UNITED STATES
SECURITIES AND EXCHANGE COMMISSION
Washington, D.C. 20549
 

 FORM 8-K
 
 
CURRENT REPORT
Pursuant to Section 13 or 15(d) of the
Securities Exchange Act of 1934
December 31, 2013
(Date of earliest event report)
 
 

WEYERHAEUSER COMPANY
(Exact name of registrant as specified in charter)
 
 
 
 
 
 
 
Washington
 
1-4825
 
91-0470860
(State or other jurisdiction of
incorporation or organization)
 
(Commission
File Number)
 
(IRS Employer
Identification Number)
Federal Way, Washington 98063-9777
(Address of principal executive offices)
(zip code)
Registrant’s telephone number, including area code:
(253) 924-2345
 
 
Check the appropriate box below if the Form 8-K filing is intended to simultaneously satisfy the filing obligation of the registrant under any of the following provisions:
x
Written communications pursuant to Rule 425 under the Securities Act (17 CFR 230.425)
¨
Soliciting material pursuant to Rule 14a-12 under the Exchange Act (17 CFR 240.14a-12)
¨
Pre-commencement communications pursuant to Rule 14d-2(b) under the Exchange Act (17 CFR 240.14d-2(b))
¨
Pre-commencement communications pursuant to Rule 13e-4(c) under the Exchange Act (17 CFR 240.13e-4(c))
 







TABLE OF CONTENTS
 
 
 
 
 
Item 2.06
Material Impairments
 
 
 
 
 
 
 
 
 
 
 
 
 
 







Item 2.06. Material Impairments

On November 4, 2013, Weyerhaeuser Company (“Weyerhaeuser” or the “Company”) announced that the Company and Weyerhaeuser Real Estate Company, an indirect wholly owned subsidiary of Weyerhaeuser (“WRECO”), had entered into a Transaction Agreement dated as of November 3, 2013 (the “Transaction Agreement”) with TRI Pointe Homes, Inc. (“TRI Pointe”) and one of TRI Pointe’s subsidiaries, Topaz Acquisition, Inc. (“Merger Sub”). Pursuant to the Transaction Agreement, Weyerhaeuser will distribute all the shares of common stock of WRECO to its shareholders (i) on a pro rata basis, (ii) in an exchange offer or (iii) in a combination thereof (the “Distribution”). Immediately following the Distribution, Merger Sub will merge with and into WRECO (the “Merger”), with WRECO surviving the Merger and becoming a wholly owned subsidiary of TRI Pointe.

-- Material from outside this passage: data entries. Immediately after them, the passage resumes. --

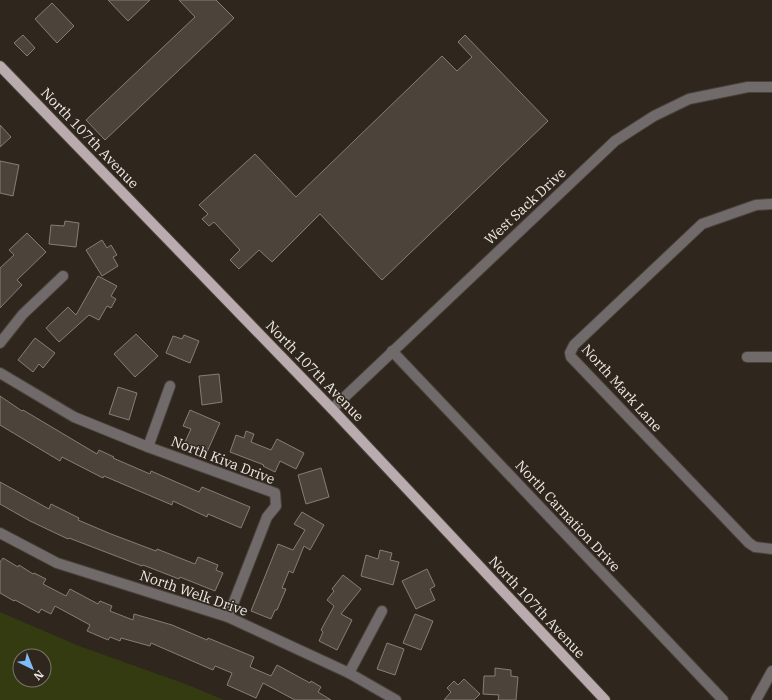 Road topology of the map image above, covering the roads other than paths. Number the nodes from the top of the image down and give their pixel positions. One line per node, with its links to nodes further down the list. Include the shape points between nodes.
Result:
1 (0, 66): 11 (main road, North 107th Avenue)
2 (772, 87): 6 (street, West Sack Drive, via 748,87 689,99 654,116 615,140)
3 (772, 204): 14 (street, North Mark Lane, via 756,204 702,224 574,345 570,353 571,357 749,543 755,547)
4 (63, 276): 5 (street, via 23,314)
5 (0, 343)
6 (392, 351): 11 (street, West Sack Drive); 21 (street, North Carnation Drive)
7 (747, 357): 8 (street)
8 (772, 357)
9 (0, 373): 12 (street, North Kiva Drive, via 74,417)
10 (170, 386): 12 (street, North Kiva Drive)
11 (332, 408): 20 (main road, North 107th Avenue)
12 (148, 446): 16 (street, North Kiva Drive, via 275,493 276,506 267,518)
13 (0, 533): 16 (street, North Welk Drive, via 57,563)
14 (772, 549)
15 (382, 611): 18 (street)
16 (228, 617): 18 (street, North Welk Drive)
17 (772, 671): 22 (street)
18 (349, 673): 19 (street, North Welk Drive)
19 (396, 700)
20 (605, 700)
21 (723, 700)
22 (756, 700) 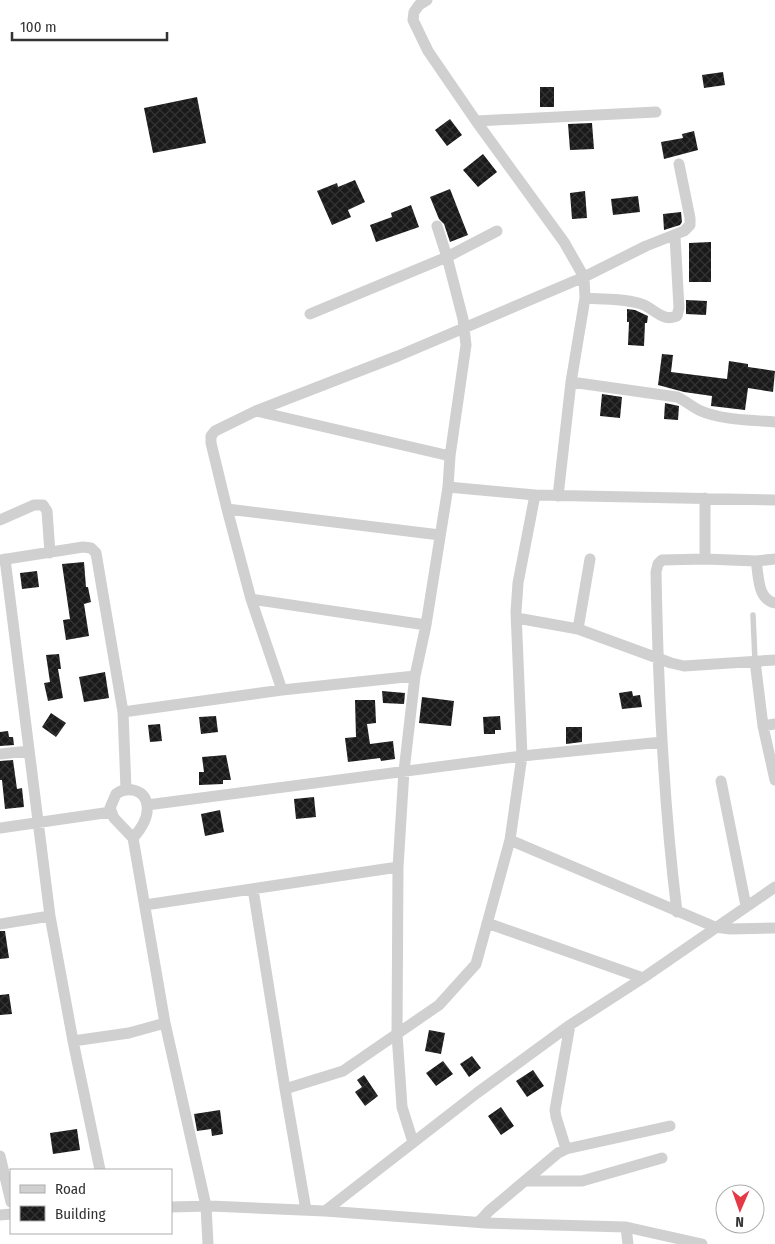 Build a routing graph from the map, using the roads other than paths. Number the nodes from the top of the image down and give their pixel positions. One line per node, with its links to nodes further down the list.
1 (427, 0): 3 (street)
2 (656, 112): 3 (street)
3 (476, 121): 9 (street)
4 (679, 164): 7 (street)
5 (436, 226): 8 (street)
6 (497, 231): 8 (street)
7 (675, 236): 9 (street); 10 (street)
8 (447, 256): 11 (street); 12 (street)
9 (584, 277): 10 (street); 12 (street)
10 (585, 298): 13 (street)
11 (310, 314)
12 (465, 328): 14 (street); 16 (street)
13 (571, 382): 15 (street); 19 (street)
14 (256, 411): 16 (street); 22 (street)
15 (775, 422)
16 (450, 456): 17 (street)
17 (448, 487): 18 (street); 24 (street)
18 (535, 495): 19 (street); 34 (street)
19 (558, 496): 20 (street)
20 (705, 498): 21 (street); 28 (street)
21 (775, 500)
22 (227, 509): 24 (street); 31 (street)
23 (0, 520): 25 (street)
24 (440, 535): 35 (street)
25 (50, 552): 29 (street); 42 (street)
26 (775, 558): 30 (street)
27 (590, 559): 36 (street)
28 (705, 559): 30 (street); 37 (street)
29 (2, 560): 45 (street)
30 (756, 561): 32 (street)
31 (251, 599): 35 (street); 41 (street)
32 (775, 602)
33 (753, 615): 39 (lane)
34 (516, 618): 36 (street); 47 (street)
35 (426, 625): 40 (street)
36 (578, 629): 37 (street)
37 (657, 657): 39 (street); 44 (street)
38 (775, 660): 39 (street)
39 (755, 661): 43 (street)
40 (415, 676): 41 (street); 48 (street)
41 (282, 690): 42 (street)
42 (123, 712): 51 (street)
43 (769, 725): 49 (street)
44 (662, 742): 47 (street); 63 (street)
45 (29, 751): 46 (street); 54 (street)
46 (0, 754)
47 (522, 756): 48 (street); 57 (street)
48 (404, 771): 52 (street); 58 (street)
49 (775, 780)
50 (721, 781): 62 (street)
51 (126, 789): 52 (street); 53 (street)
52 (147, 805): 56 (street)
53 (111, 812): 54 (street); 56 (street)
54 (39, 823): 55 (street); 64 (street)
55 (0, 828)
56 (133, 838): 61 (street)
57 (510, 840): 63 (street); 65 (street)
58 (398, 867): 60 (street); 72 (street)
59 (775, 887): 62 (street)
60 (253, 889): 61 (street); 74 (street)
61 (145, 905): 70 (street)
62 (746, 906): 67 (street)
63 (677, 912): 67 (street)
64 (50, 916): 66 (street); 73 (street)
65 (487, 923): 69 (street); 72 (street)
66 (0, 924)
67 (715, 927): 68 (street); 69 (street)
68 (775, 928)
69 (643, 978): 71 (street)
70 (165, 1023): 73 (street); 83 (street)
71 (570, 1025): 76 (street); 77 (street)
72 (397, 1034): 74 (street); 76 (street)
73 (73, 1041): 80 (street)
74 (285, 1088): 85 (street)
75 (670, 1126): 77 (street)
76 (413, 1142): 86 (street)
77 (566, 1149): 81 (street)
78 (0, 1156): 82 (street)
79 (662, 1158): 81 (street)
80 (100, 1169)
81 (526, 1180): 87 (street)
82 (10, 1198)
83 (206, 1206): 84 (street); 85 (street); 89 (street)
84 (172, 1207)
85 (306, 1210): 86 (street)
86 (324, 1210): 87 (street)
87 (479, 1222): 88 (street)
88 (626, 1227): 90 (street); 91 (street)
89 (208, 1244)
90 (628, 1244)
91 (702, 1244)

Under the terms of the Transaction Agreement, certain assets and liabilities of WRECO and its subsidiaries relating to Weyerhaeuser’s real estate business are excluded from the transaction and retained by Weyerhaeuser, including assets and liabilities relating to a large master planned community north of Las Vegas, Nevada (the “Coyote Springs Property”). The Coyote Springs Property has a current consolidated book value of approximately $370 million. Home construction, sale and related development at the Coyote Springs Property have been delayed pending further market recovery.
As a result of the transactions contemplated by the Transaction Agreement, Weyerhaeuser’s management has determined that the Company’s strategy for development of the Coyote Springs Property will differ from WRECO’s current development plan (which contemplated holding the Coyote Springs Property for future development). Consequently, Weyerhaeuser’s management has concluded that it will recognize a non-cash charge for the impairment of these assets in the fourth quarter of 2013. At this time, Weyerhaeuser estimates that the non-cash impairment charge relating to the Coyote Springs Property will likely be in excess of $300 million.

* * * * *

Forward-Looking Statements. This report contains statements concerning Weyerhaeuser that are forward-looking statements within the meaning of the Private Securities Litigation Reform Act of 1995. These statements are based on various assumptions and the current expectations of the management of Weyerhaeuser, and may not be accurate because of risks and uncertainties surrounding these assumptions and expectations. Factors listed below, as well as other factors, may cause actual results to differ significantly from these forward-looking statements. There is no guarantee that any of the events anticipated by these forward-looking statements will occur. If any of the events occur, there is no guarantee what effect they will have on the operations or financial condition of Weyerhaeuser. Forward-looking statements included herein are made as of the date hereof, and Weyerhaeuser undertakes no obligation to publicly update or revise any forward-looking statement unless required to do so by the federal securities laws.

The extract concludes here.